ORA L'ARIA SALUBRE E' ANCHE ANTI-COVID 19
Fin dall'insorgere dell'epidemia girevano voci e sensazioni che il ruolo dell'inquinamento potesse essere determinante: Cina e Lombardia erano accomunate da pessima qualità dell'aria, soprattutto in inverno. Per molti mesi ci siamo astenuti dal dichiarare che un AbiTest potesse avere effetti mitigatori o positivi verso lo stato epidemico. Ora invece, grazie a diverse ricerche scientifiche che lo attestano, come la Ricerca italiana "Associations between COVID-19 Incidence Rates and the Exposure to PM2.5 and NO2: A Nationwide Observational Study in Italy" (qui il testo), pubblicata in dicembre 2020 sull'International Journal of Environmental Research and Public Health si correla la diffusione del Covid19 alla concentrazione di particolato, in particolare il PM 2,5 e l'inquinante Biossido di Azoto. E' quindi appurato che quando indichiamo tra i fattori di miglioramento di ricambiare e filtrare l'aria delle abitazioni (oltre ad altre indicazioni) siamo certamente su un percorso che porta a ridurre la probabilità di contrarre il virus, quanto meno nella propria abitazione.
(*) In calce alla pagina riportiamo le "Conclusioni" della citata ricerca.

UN ESEMPIO CONCRETO IN UNA ABITAZIONE DELL'AREA DI MILANO
Abbiamo attuato nella abitazione del nostro fondatore (tre residenti), ai margini di Milano, senza sapere nulla dell'imminente epidemia Covid-19, una filtrazione spinta dell'aria interna a partire da lunedì 04 novembre 2019. Con lo scopo di misurare la capacità di filtrazione, basata su purificatori d'aria commerciali, con filtri HEPA + filtri a carboni attivi e generazione di ioni negativi, filtrazione decentrata basata su quattro punti di filtrazione sui circa 95 mq dell'abitazione.
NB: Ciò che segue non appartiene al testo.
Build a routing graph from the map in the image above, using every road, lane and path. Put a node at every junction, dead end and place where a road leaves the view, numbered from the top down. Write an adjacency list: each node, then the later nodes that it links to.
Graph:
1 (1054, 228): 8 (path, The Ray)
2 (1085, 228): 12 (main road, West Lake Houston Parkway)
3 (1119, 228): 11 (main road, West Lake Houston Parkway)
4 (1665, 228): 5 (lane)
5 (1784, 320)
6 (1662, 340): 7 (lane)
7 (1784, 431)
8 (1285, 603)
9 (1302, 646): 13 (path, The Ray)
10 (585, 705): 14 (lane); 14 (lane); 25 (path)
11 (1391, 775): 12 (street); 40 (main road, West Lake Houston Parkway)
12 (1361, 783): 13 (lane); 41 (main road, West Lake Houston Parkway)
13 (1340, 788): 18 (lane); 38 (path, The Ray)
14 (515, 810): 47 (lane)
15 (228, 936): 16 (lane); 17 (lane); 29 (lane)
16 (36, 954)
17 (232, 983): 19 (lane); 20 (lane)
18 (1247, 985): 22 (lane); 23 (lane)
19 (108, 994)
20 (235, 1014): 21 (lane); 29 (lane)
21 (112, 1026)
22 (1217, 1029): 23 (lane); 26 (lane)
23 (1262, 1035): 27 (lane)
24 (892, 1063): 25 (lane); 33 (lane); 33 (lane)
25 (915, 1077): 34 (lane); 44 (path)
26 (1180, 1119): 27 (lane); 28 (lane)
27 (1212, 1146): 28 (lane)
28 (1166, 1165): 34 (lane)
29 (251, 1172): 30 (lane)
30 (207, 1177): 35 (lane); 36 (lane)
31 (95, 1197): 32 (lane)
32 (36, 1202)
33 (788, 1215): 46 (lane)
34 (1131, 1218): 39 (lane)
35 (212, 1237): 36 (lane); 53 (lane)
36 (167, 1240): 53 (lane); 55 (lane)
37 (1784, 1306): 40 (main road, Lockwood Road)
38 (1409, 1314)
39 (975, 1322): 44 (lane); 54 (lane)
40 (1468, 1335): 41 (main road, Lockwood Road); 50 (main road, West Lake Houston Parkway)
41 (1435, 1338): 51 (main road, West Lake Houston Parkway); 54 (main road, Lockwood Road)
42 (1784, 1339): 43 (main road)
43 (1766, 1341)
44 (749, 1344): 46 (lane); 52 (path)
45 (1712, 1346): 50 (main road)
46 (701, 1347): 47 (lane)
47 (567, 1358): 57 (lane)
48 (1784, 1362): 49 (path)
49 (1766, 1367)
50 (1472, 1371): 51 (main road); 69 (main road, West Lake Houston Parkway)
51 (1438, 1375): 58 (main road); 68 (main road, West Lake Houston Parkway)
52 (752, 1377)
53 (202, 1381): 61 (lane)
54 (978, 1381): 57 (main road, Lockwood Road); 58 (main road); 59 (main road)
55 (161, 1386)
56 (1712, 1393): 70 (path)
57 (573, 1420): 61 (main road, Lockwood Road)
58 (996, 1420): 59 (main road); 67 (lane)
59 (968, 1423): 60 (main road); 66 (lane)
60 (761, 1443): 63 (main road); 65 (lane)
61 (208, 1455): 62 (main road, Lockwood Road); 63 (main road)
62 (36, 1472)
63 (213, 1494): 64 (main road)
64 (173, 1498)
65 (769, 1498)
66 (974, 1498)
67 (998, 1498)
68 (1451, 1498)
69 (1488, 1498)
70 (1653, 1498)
I risultati sono stati molto positivi, anche se non possono rappresentare una base statistica:  miglioramento della respirazione, nessun raffreddore o patologia nei successivi 14 mesi, scarsa polvere in giro e riduzione oneri di spolveramento, nessun episodio di contrazione di virus. Il livello medio di riduzione delle polveri sottili nel semestre invernale (da maggio a ottobre la filtrazione è sospesa per le finestre spesso aperte) è stato tra il 70 e 95%.  In realtà non scopriamo nulla di veramente nuovo: nelle grandi città giapponesi e statunitensi quella della filtrazione dell'aria è già un trend in atto da anni.
Raccomandiamo ancora una volta, visto che nelle abitazioni passeremo mediamente il 60-70% della nostra vita, almeno lì garantire un'aria migliore, purificata per quanto possibile da quel particolato che indipendentemente dal Covid19, è stato già identificato come responsabile di "morti anticipate" e dannose reiterate patologie respiratorie, con particolare riguardo a giovani e bimbi in cui spesso un raffreddore ricorrente si trasforma in asma o allergie per tutta la vita. Organismi internazionali stimano in circa 1.500-1.600 persone che muoiono ogni anno anticipatamente sia a Roma che Milano a causa del particolato sottile.


(*) CONCLUSIONI DEL TESTO DELLA RICERCA (libera traduzione dall'inglese)

Il documentare l'impatto dell'inquinamento atmosferico sui tassi di incidenza di COVID-19 potrebbe essere fondamentale per attuare risposte mirate concentrandosi su aree con scarsa qualità dell'aria.
Gli obiettivi di questo studio osservazionale mirano a dare ulteriore arricchimento al dibattito scientifico in corso, per identificare i fattori di potenziale vulnerabilità per aiutare a mitigare la diffusione della malattia, perché ha analizzato l'indipendente e combinato effetto degli inquinanti sul tasso di incidenza correlato all’indice di vecchiaia e densità di popolazione, come l'incidenza della malattie da coronavirus aumenta tra gli anziani e nelle aree con la più alta densità di popolazione.
Tali prove potrebbero aiutare i politici su quali misure adottare durante le misure legate al traffico pandemico in un'era post-COVID-19, poiché le strategie di preparazione alla pandemia per l'adattamento al clima sono imperative.